The only feature film directed by screenwriter Thomas Rickman, who was Oscar-nominated for Coal Miner's Daughter and also penned Hooper, Everybody's All-American, Truman, and the television film Tuesdays with Morrie, is notable mainly for its cast. It was the first lead role for Martha Plimpton, the terrific young actress who would quickly become one of the best and most distinctive teen movie stars of the 1980s, working with many of the best directors of that decade—Richard Donner (The Goonies), Peter Weir (The Mosquito Coast), Andrei Konchalovsky (Shy People), Sidney Lumet (Running on Empty), Woody Allen (Another Woman), and Ron Howard (Parenthood). Plimpton plays a 13-year-old girl being raised by her grandmother on the banks of the Mississippi while her father is in prison. She meets her dad (Tommy Lee Jones) for the first time when he's unexpectedly paroled from serving a life sentence for murder. The two slowly forge an uneasy relationship as they work to rebuild a boat named The River Rat and then embark on a trip down the Mississippi to Memphis, pursued by a sinister prison doctor (Brian Dennehy).
All three leads are great. Dennehy is always such a marvelous villain, and Jones brings his rugged, plainspoken humanity to the role of an innocent man who got caught up in a bad situation that ruined his life. But the picture belongs to Plimpton. She plays a smart, capable kid who sees her world for what it is and has few illusions about how things work, though she rightly hopes that she and her father will eventually become a family. The mostly unknown supporting cast also shines, especially Shawn Smith as the little neighbor boy Wexel, who stows away aboard the River Rat.
The independently financed project was one of the first to go through The Sundance Institute.

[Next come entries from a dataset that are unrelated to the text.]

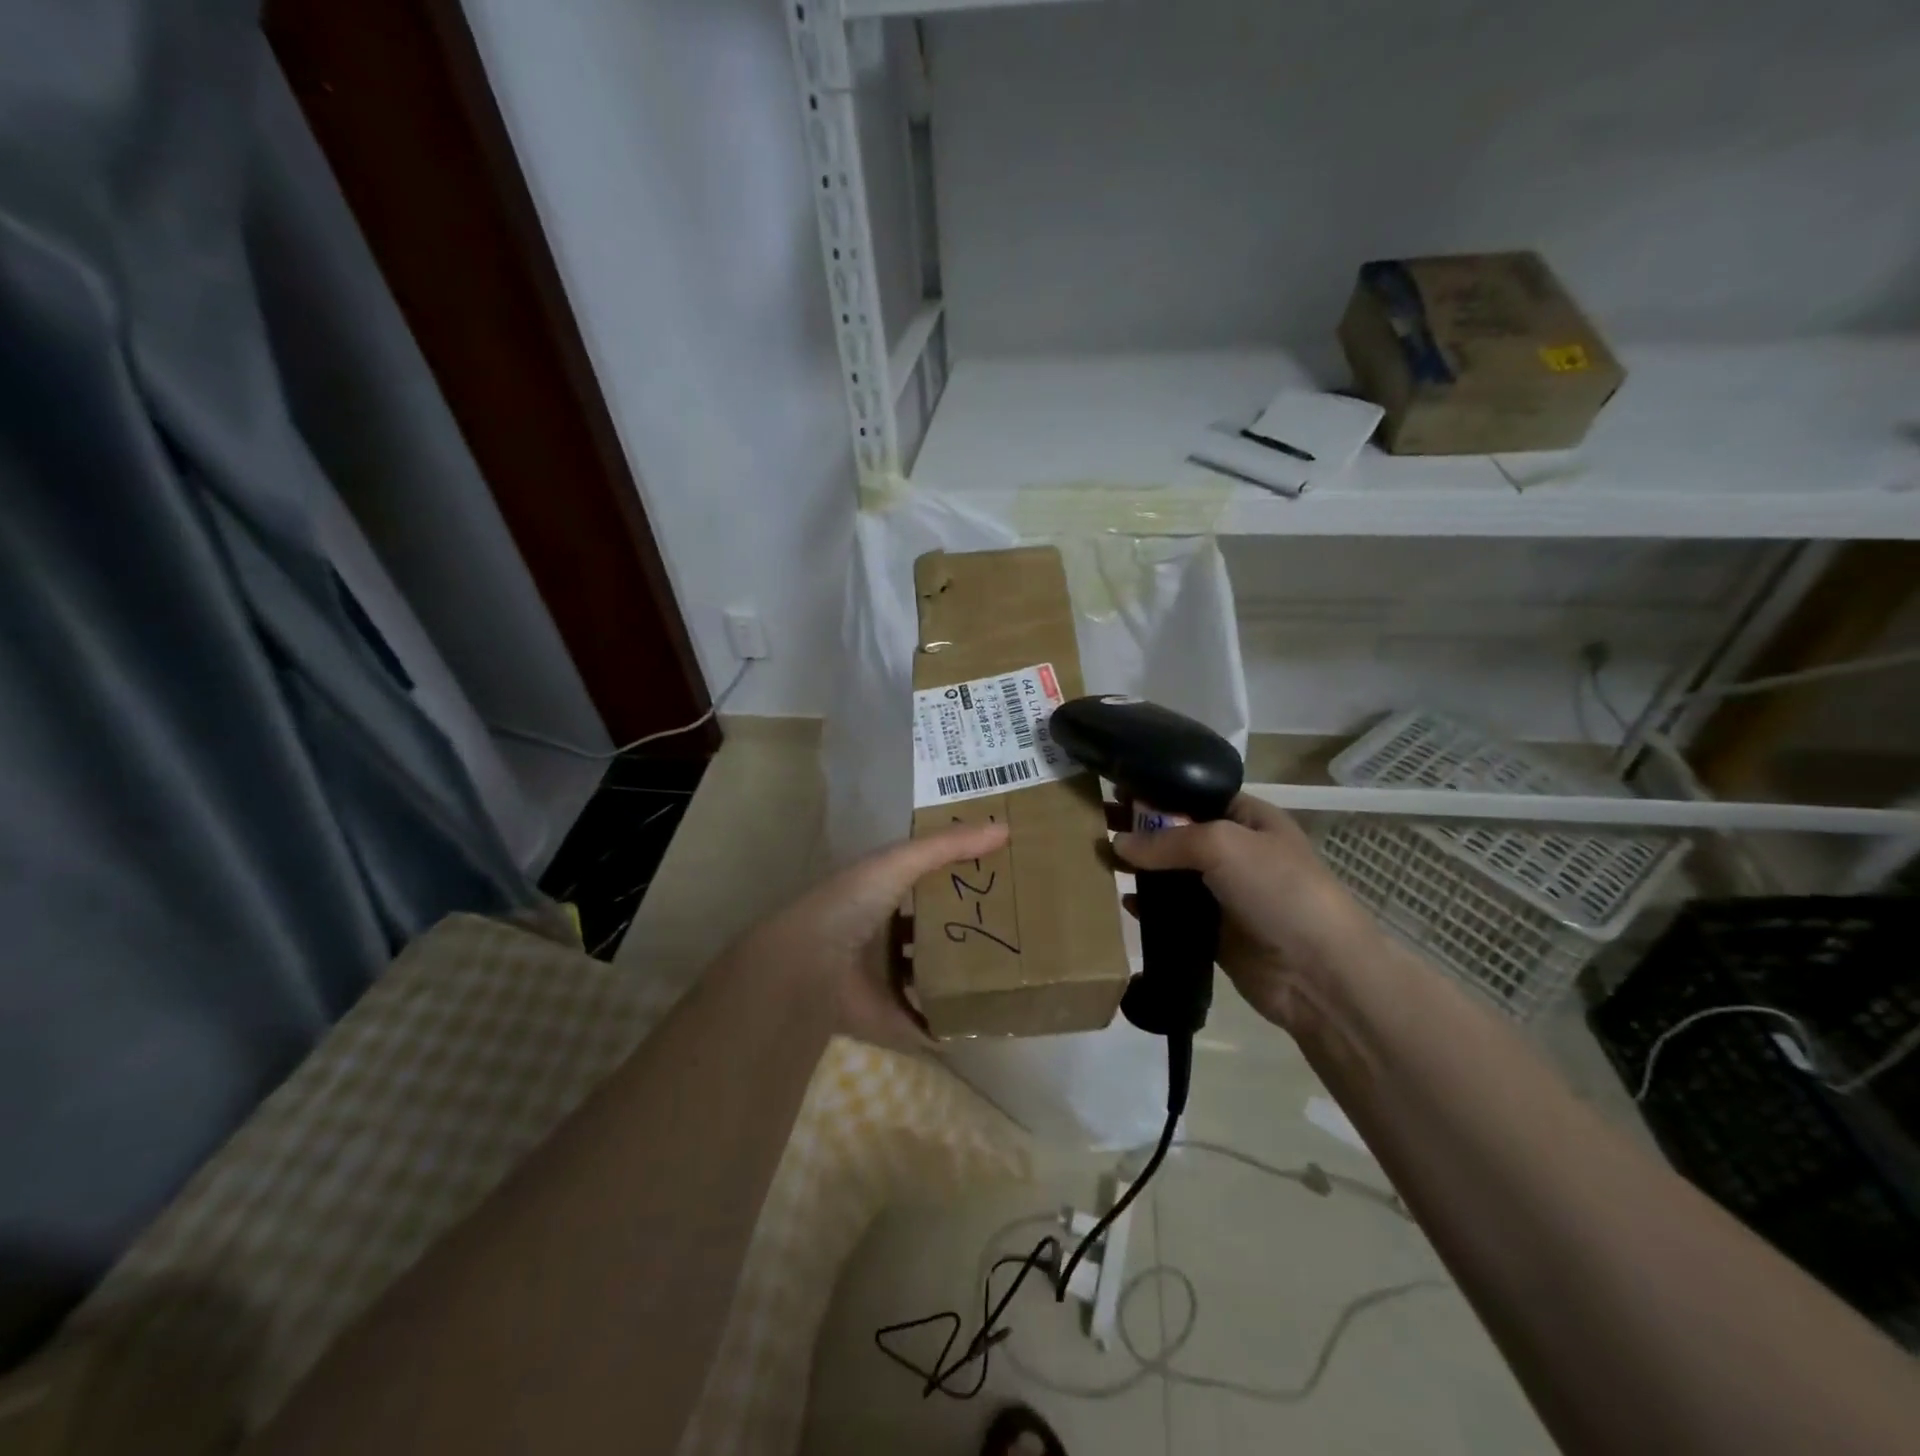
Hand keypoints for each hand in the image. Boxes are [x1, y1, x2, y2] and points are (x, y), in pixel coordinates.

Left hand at [729, 822, 1009, 1054]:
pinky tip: (984, 1023)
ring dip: (959, 977)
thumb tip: (1006, 828)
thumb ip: (948, 846)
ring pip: (930, 977)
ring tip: (1007, 974)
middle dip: (965, 930)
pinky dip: (949, 1027)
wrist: (807, 968)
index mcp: (880, 895)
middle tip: (1013, 929)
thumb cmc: (851, 905)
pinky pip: (926, 1024)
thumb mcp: (900, 862)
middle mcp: (882, 935)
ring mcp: (884, 980)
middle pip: (931, 931)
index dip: (956, 879)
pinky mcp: (889, 1018)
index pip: (924, 883)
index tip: (999, 878)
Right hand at [1113, 795, 1383, 1034]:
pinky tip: (1123, 902)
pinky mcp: (1213, 933)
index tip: (1114, 789)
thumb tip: (1118, 844)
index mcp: (1248, 819)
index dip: (1156, 791)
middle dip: (1140, 828)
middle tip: (1095, 822)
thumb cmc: (1278, 890)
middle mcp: (1235, 852)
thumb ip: (1167, 840)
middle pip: (1178, 833)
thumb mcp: (1223, 845)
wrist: (1319, 972)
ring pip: (1172, 874)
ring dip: (1139, 868)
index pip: (1195, 795)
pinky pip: (1173, 914)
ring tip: (1099, 860)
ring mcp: (1224, 894)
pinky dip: (1148, 907)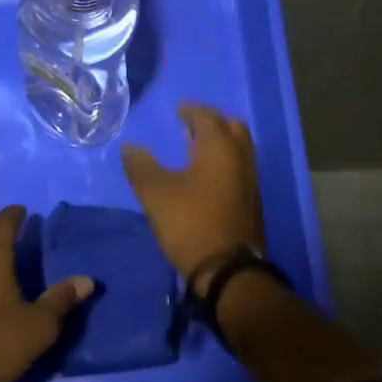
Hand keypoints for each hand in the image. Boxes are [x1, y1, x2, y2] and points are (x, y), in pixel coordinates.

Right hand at [123, 104, 264, 288]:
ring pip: (239, 148)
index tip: (177, 111)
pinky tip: (206, 175)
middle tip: (190, 126)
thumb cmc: (191, 223)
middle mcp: (241, 157)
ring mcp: (250, 181)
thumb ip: (141, 166)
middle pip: (231, 127)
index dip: (191, 111)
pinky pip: (240, 168)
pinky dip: (225, 161)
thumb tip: (129, 147)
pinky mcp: (252, 202)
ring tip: (196, 149)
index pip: (207, 116)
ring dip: (220, 142)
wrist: (229, 271)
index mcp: (219, 147)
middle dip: (212, 122)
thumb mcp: (156, 193)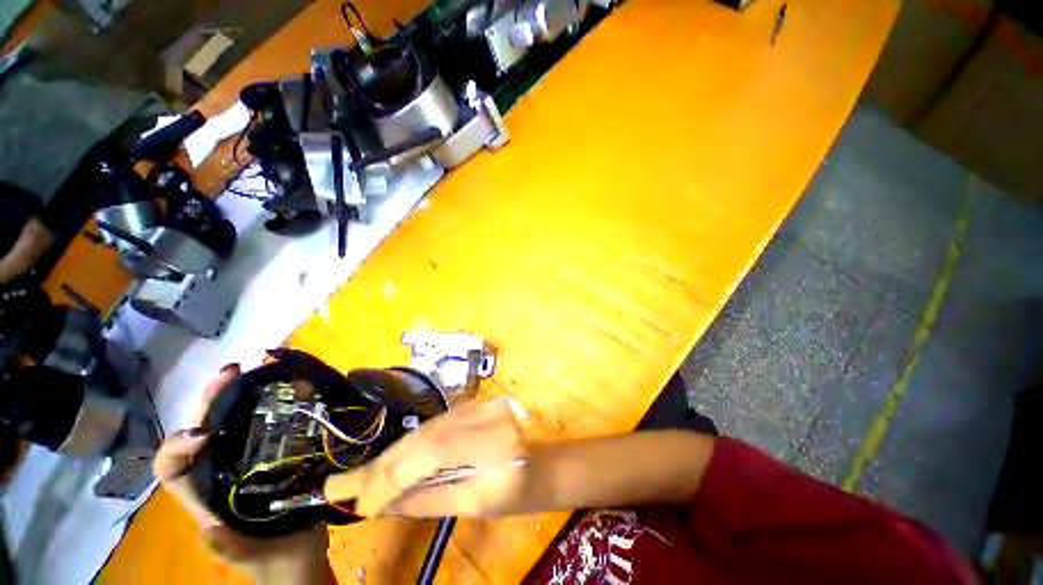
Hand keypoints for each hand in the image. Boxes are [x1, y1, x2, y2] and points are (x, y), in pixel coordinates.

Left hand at [153, 365, 328, 582]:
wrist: (301, 555)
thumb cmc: (274, 561)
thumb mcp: (255, 558)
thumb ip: (231, 549)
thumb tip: (208, 531)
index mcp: (203, 498)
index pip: (172, 470)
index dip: (177, 448)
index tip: (205, 433)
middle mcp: (216, 473)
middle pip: (199, 432)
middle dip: (207, 403)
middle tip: (233, 374)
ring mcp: (243, 461)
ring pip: (226, 422)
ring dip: (233, 396)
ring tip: (252, 373)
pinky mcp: (270, 453)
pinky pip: (259, 423)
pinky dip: (263, 403)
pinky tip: (281, 389)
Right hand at [325, 398, 529, 517]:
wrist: (538, 463)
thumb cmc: (515, 491)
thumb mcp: (474, 503)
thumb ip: (428, 499)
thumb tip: (383, 502)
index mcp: (491, 439)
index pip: (431, 451)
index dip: (391, 477)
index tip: (360, 504)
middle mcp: (481, 414)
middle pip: (423, 436)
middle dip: (382, 466)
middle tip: (341, 489)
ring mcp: (475, 407)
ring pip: (422, 430)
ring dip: (390, 456)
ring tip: (357, 480)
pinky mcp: (468, 408)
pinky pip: (430, 427)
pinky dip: (407, 446)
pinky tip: (387, 462)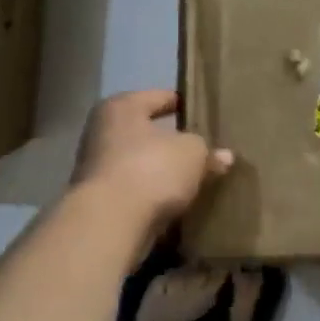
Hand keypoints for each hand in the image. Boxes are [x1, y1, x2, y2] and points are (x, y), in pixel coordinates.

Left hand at [72, 90, 232, 236]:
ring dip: (161, 171)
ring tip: (192, 179)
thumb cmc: (151, 169)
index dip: (183, 104)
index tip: (204, 113)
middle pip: (146, 132)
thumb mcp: (193, 154)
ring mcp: (96, 168)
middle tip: (202, 149)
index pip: (159, 97)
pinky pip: (134, 190)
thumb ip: (208, 151)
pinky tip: (175, 203)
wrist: (110, 223)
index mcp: (122, 107)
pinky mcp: (98, 200)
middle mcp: (102, 131)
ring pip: (139, 163)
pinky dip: (151, 195)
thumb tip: (224, 156)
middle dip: (172, 142)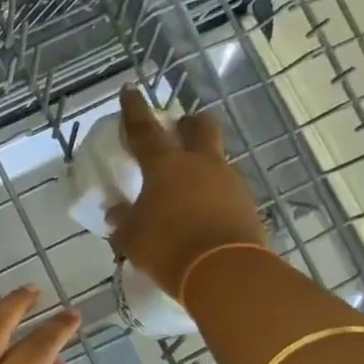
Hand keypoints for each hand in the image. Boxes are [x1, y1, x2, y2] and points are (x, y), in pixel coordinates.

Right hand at [109, 86, 268, 296]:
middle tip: (178, 129)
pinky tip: (201, 212)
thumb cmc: (166, 247)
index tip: (130, 90)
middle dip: (188, 123)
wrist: (223, 272)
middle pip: (200, 126)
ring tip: (186, 186)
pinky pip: (225, 189)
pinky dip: (212, 194)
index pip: (145, 130)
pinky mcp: (246, 204)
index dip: (134, 110)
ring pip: (216, 158)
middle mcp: (201, 164)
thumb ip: (123, 221)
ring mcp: (229, 182)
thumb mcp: (131, 238)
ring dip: (202, 163)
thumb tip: (117, 214)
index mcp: (166, 166)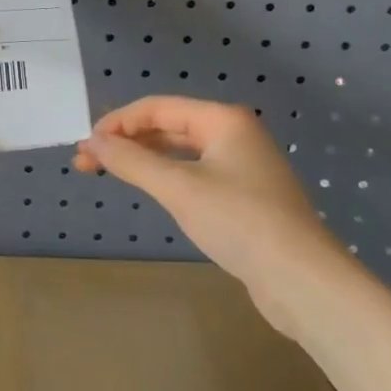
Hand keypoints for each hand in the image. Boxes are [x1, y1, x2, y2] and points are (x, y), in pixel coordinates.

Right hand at [74, 96, 347, 322]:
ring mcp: (242, 166)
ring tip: (108, 172)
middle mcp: (234, 134)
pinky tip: (149, 188)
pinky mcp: (245, 197)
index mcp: (223, 119)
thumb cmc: (240, 222)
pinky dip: (166, 177)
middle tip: (87, 161)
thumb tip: (93, 141)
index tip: (86, 144)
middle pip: (169, 127)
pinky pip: (195, 174)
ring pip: (181, 152)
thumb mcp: (179, 188)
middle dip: (127, 141)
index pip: (158, 108)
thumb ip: (132, 161)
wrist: (304, 282)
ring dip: (144, 159)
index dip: (118, 122)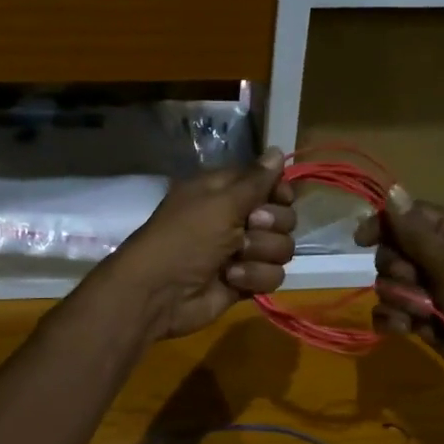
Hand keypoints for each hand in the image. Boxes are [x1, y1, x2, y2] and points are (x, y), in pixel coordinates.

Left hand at [100, 151, 296, 340]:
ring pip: (281, 248)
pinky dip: (254, 277)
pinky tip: (231, 279)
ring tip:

It was produced by British filmmaker Michael Apted and features cinematography by Jan Kiesser (who would also shoot this same year's Choose Me for Alan Rudolph and go on to photograph films like Fright Night, Some Kind of Wonderful, Clean and Sober, and Georgia). The script, tone, and direction are all over the place. Sometimes, this feels like a TV movie, complete with its Mike Post soundtrack; other times, we're treated to some inventive shots and point-acting moments. The story and setting feel timeless, but this is unmistakably an '80s picture, as only in the 1980s do you get films sold as "family movies" that have this much violence. The film features multiple fatal and near-fatal fistfights, lots of gunplay, two dead bodies, mentions of rape and incest, and Dennehy's character practically transforming into a monster out of a horror movie by the third act.
Martha Plimpton gives a star-making turn in her first lead role, playing a 13-year-old kid living on the Mississippi River forging a relationship with the formally incarcerated father she'd never met, Tommy Lee Jones.